# Does new app have long trip notification anymore?



## ddelro219 (Aug 11, 2016)

doesnt seem so to me. Had a couple long trips but didn’t get the heads up. Wondering if it’s just me


----------



## Seamus (Jun 21, 2018)

Yes it does. Did a few this past weekend and all had the same old 45+ warning. On a totally separate note however, since forever sometimes you don't get warned for some unknown reason.


----------



## NGOwner (Nov 15, 2016)

The other thing about the 45+ warning is that is is really small, and tougher to notice than before.

The older version was better in that it was easier to recognize immediately as a long trip.

[NG]Owner


----------



## backcountryrez (Aug 24, 2017)

They should have cribbed the feature from Lyft, as it shows on the top of the notification window. Uber makes the detail smaller and also doesn't include it sometimes.

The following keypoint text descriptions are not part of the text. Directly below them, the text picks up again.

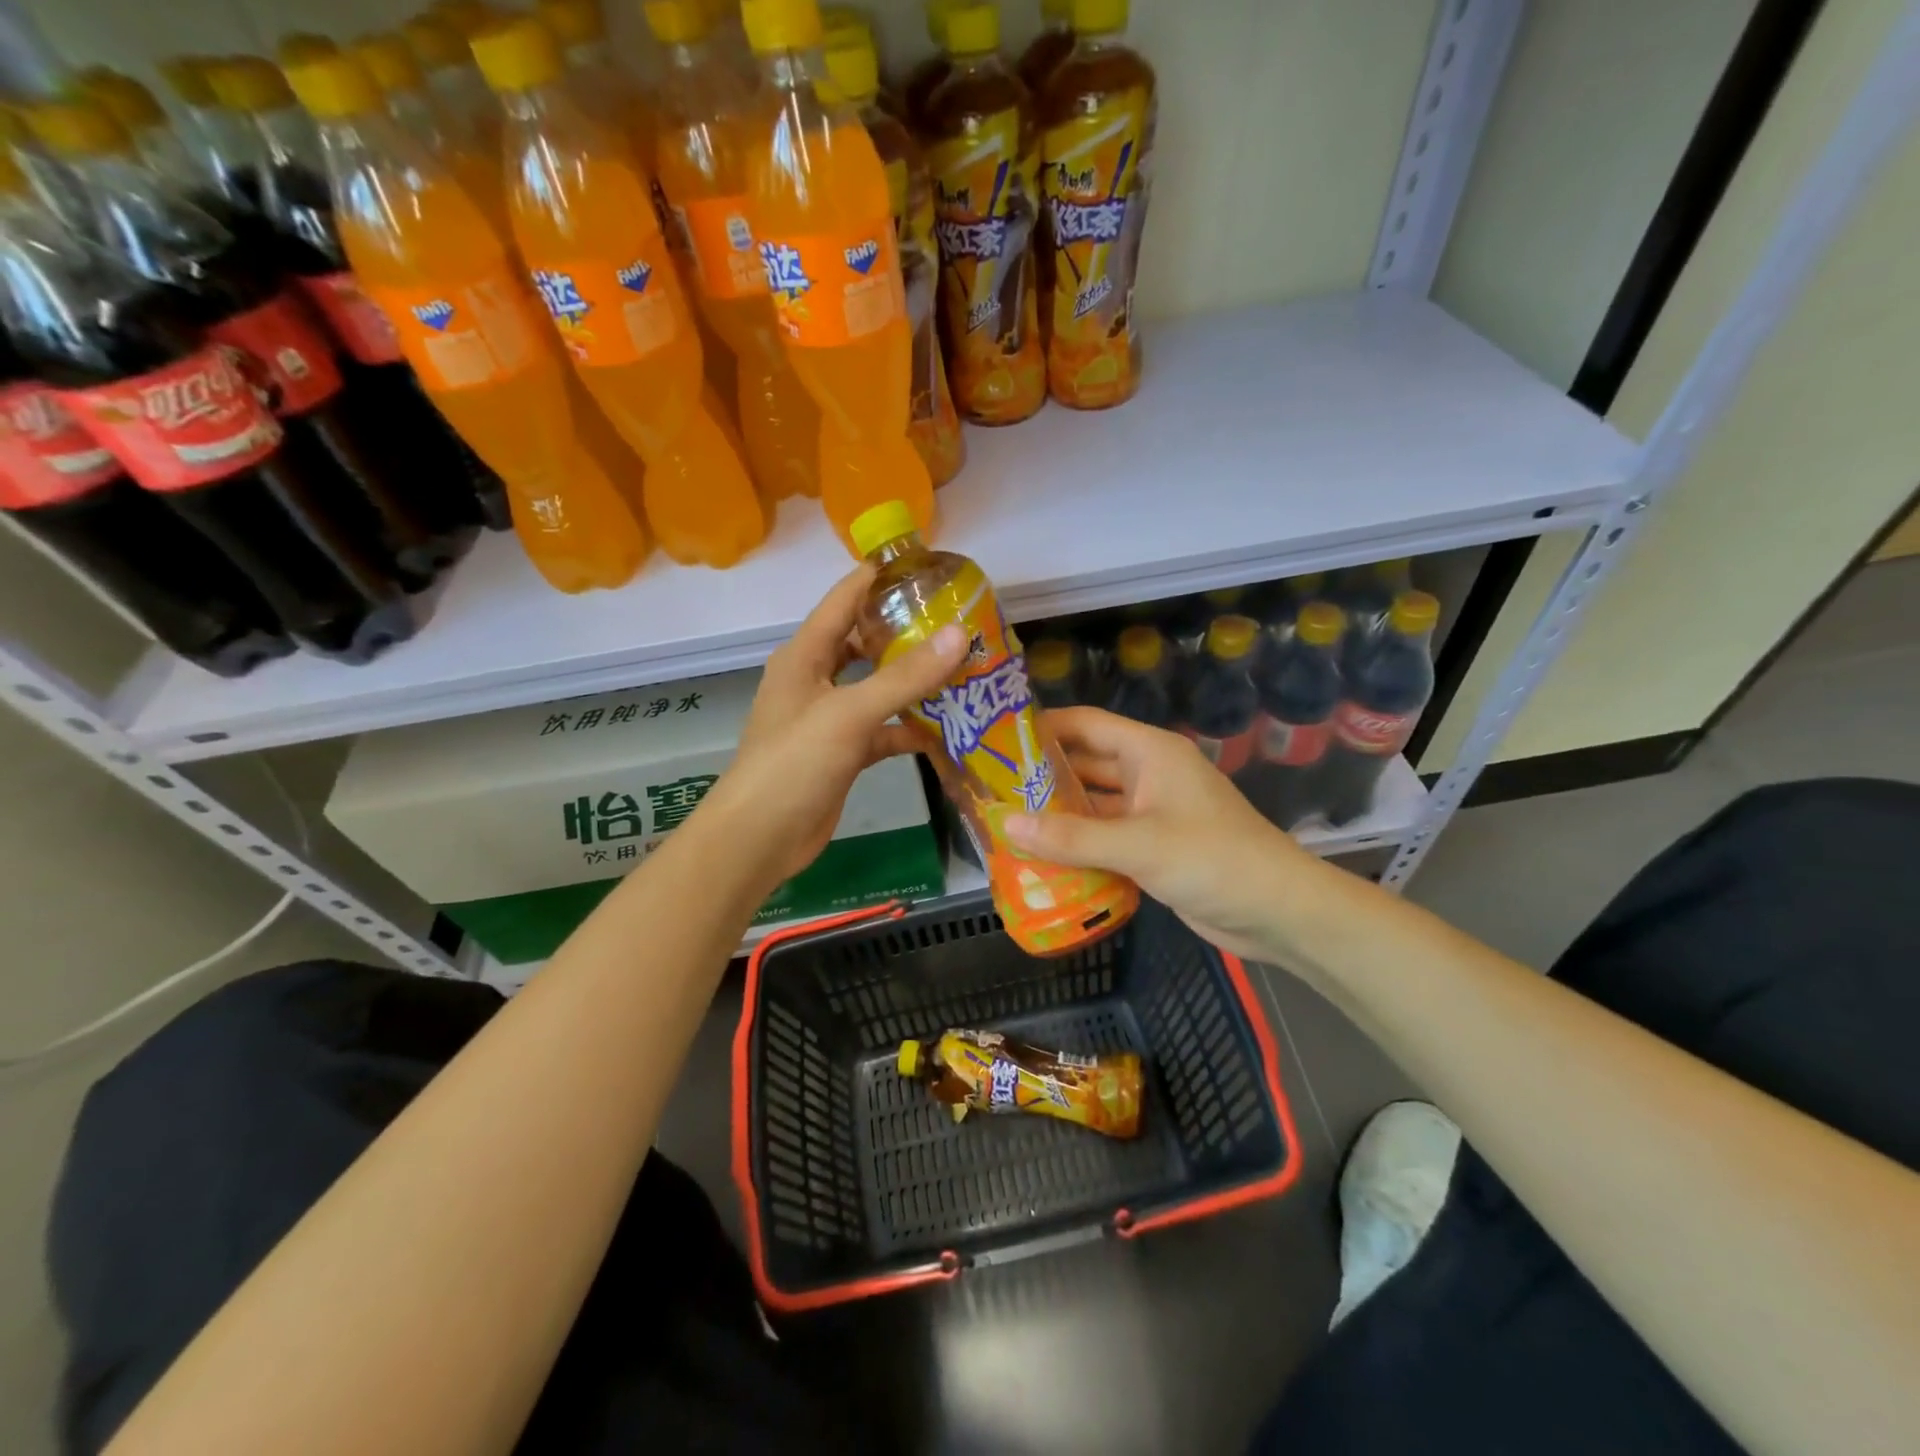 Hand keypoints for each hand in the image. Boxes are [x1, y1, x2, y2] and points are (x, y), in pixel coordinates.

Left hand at [707, 566, 964, 890]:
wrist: (760, 837)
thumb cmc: (795, 762)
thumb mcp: (850, 713)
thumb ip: (905, 676)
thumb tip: (960, 634)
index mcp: (805, 654)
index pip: (845, 598)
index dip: (881, 576)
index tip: (929, 564)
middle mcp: (815, 678)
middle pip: (864, 641)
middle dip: (907, 630)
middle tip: (958, 621)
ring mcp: (829, 717)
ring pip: (877, 686)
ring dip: (913, 680)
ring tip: (963, 667)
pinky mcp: (842, 751)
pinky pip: (882, 727)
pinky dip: (909, 727)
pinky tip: (946, 727)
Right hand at [1006, 708, 1319, 960]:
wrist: (1276, 911)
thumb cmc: (1211, 858)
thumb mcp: (1138, 844)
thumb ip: (1071, 836)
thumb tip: (1005, 824)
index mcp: (1149, 752)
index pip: (1085, 724)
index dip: (1042, 726)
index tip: (994, 738)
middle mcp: (1147, 774)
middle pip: (1085, 764)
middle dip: (1041, 776)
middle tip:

On another note, it looks like they got rid of the "Short Ride Airport Queue Protection" feature, at least here in my market.


----------



## steveK2016 (Jul 31, 2016)

backcountryrez said:


> They should have cribbed the feature from Lyft, as it shows on the top of the notification window. Uber makes the detail smaller and also doesn't include it sometimes.
> 
> On another note, it looks like they got rid of the "Short Ride Airport Queue Protection" feature, at least here in my market.


Short Ride works here in DFW, worked for me last friday


----------



## UberBud (Aug 8, 2016)

Long trip and pool notifications are now in a tiny, super thin, barely legible font.


----------



## Uber_Dubler (Apr 4, 2018)

UberBud said:


> Long trip and pool notifications are now in a tiny, super thin, barely legible font.

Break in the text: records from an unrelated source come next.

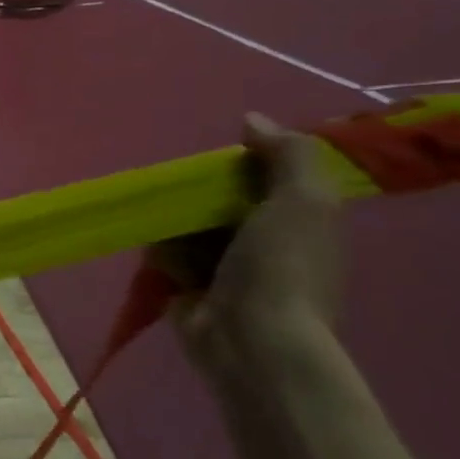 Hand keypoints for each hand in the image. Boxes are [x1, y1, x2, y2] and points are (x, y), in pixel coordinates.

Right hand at [159, 114, 341, 372]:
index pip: (266, 179)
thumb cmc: (282, 267)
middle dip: (199, 192)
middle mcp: (265, 243)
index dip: (243, 164)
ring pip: (189, 225)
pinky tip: (157, 250)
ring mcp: (226, 268)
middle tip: (180, 187)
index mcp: (300, 221)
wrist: (251, 339)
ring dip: (174, 221)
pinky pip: (167, 255)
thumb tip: (252, 120)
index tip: (220, 160)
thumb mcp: (302, 201)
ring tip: (161, 218)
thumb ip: (287, 155)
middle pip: (222, 200)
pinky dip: (160, 251)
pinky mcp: (189, 287) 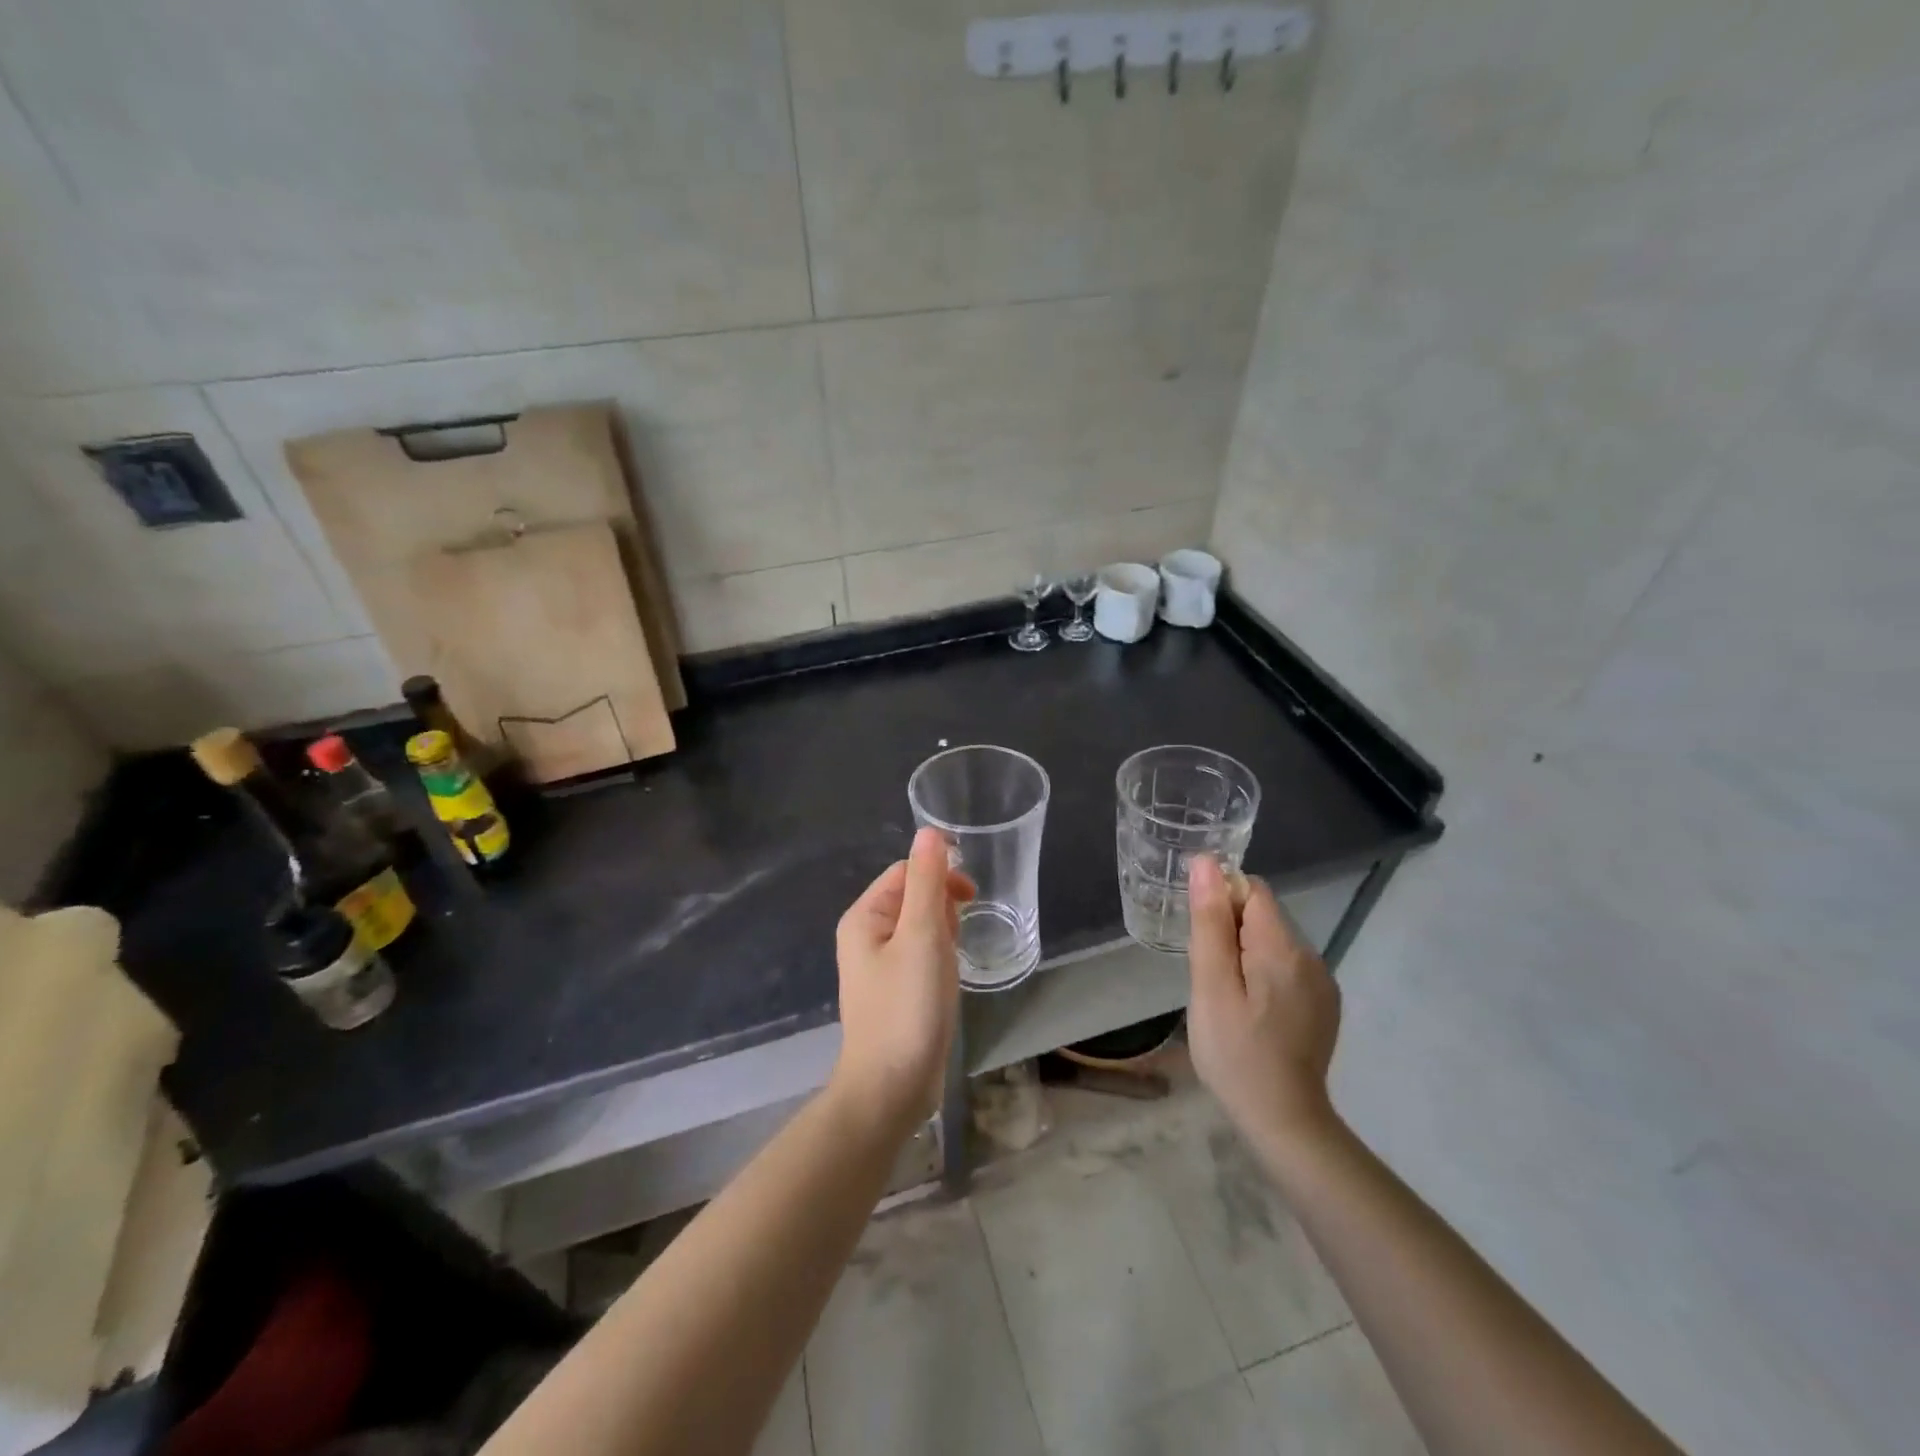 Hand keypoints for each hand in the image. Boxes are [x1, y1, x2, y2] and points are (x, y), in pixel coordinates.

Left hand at [832, 827, 974, 1130]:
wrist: (891, 1088)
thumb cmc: (907, 1007)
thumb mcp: (923, 937)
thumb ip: (928, 882)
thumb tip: (929, 831)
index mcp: (864, 916)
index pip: (906, 871)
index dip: (939, 875)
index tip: (971, 897)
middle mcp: (865, 935)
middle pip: (912, 896)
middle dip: (943, 906)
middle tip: (958, 938)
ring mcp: (879, 965)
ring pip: (920, 927)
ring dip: (944, 933)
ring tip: (952, 963)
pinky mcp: (895, 990)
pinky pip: (921, 955)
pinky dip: (940, 958)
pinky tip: (949, 979)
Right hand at [1186, 855, 1341, 1155]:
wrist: (1284, 1121)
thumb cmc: (1236, 1052)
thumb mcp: (1210, 986)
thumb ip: (1209, 922)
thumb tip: (1207, 864)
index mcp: (1282, 947)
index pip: (1253, 890)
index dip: (1221, 901)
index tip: (1203, 939)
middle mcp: (1311, 956)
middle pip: (1263, 916)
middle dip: (1230, 932)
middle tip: (1209, 977)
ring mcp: (1321, 983)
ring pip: (1272, 943)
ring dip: (1245, 955)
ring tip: (1226, 998)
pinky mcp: (1323, 1005)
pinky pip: (1286, 969)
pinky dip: (1263, 976)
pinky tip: (1251, 1012)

I've wondered, but then I laugh at myself b/c I know Uber has better lawyers than app programmers, if there could be a legal argument made against Uber for ADA violations with their small print and stupid surge color coding scheme. Not that the color code or pin rates matter b/c Uber is going to pay the driver what they want to pay the driver.


----------



## USMCX (Jul 13, 2015)

I think passengers are given the option to enter a destination address AFTER ordering an Uber. I've been suckered that way a couple of times at the airport by savvy pax who needed a long trip [to the middle of nowhere].


----------



## Texie Driver (Sep 5, 2018)

Uber_Dubler said:


> for ADA violations with their small print and stupid surge color coding scheme.

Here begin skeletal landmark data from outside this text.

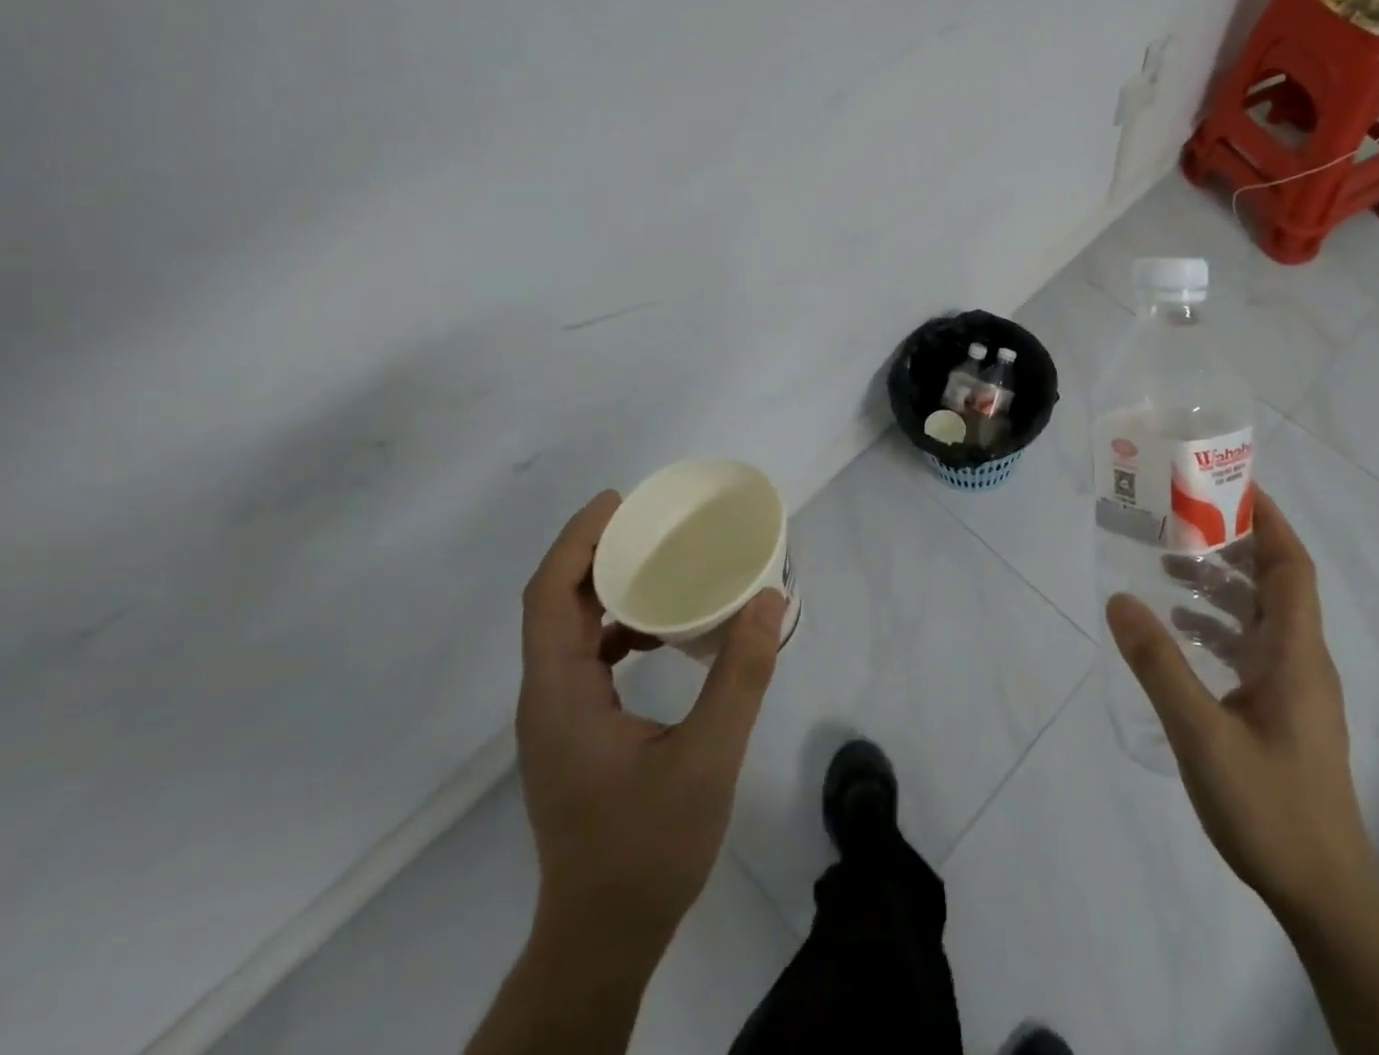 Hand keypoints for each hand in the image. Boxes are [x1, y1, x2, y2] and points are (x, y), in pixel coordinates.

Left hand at [516, 491, 786, 946]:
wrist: (604, 937)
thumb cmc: (647, 848)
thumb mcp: (708, 758)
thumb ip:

color coding can definitely be problematic. i learned this the hard way on the job after devising a color coding status system only to learn that one of my best assets was completely color blind. i had to replace the colors with numbers in the legend.


----------



## kc ub'ing! (May 27, 2016)

Long trip nots. when given appear at the extreme bottom of the request screen. Real small font. But Uber is still inconsistent. Sometimes they let ya know, sometimes they don't.


----------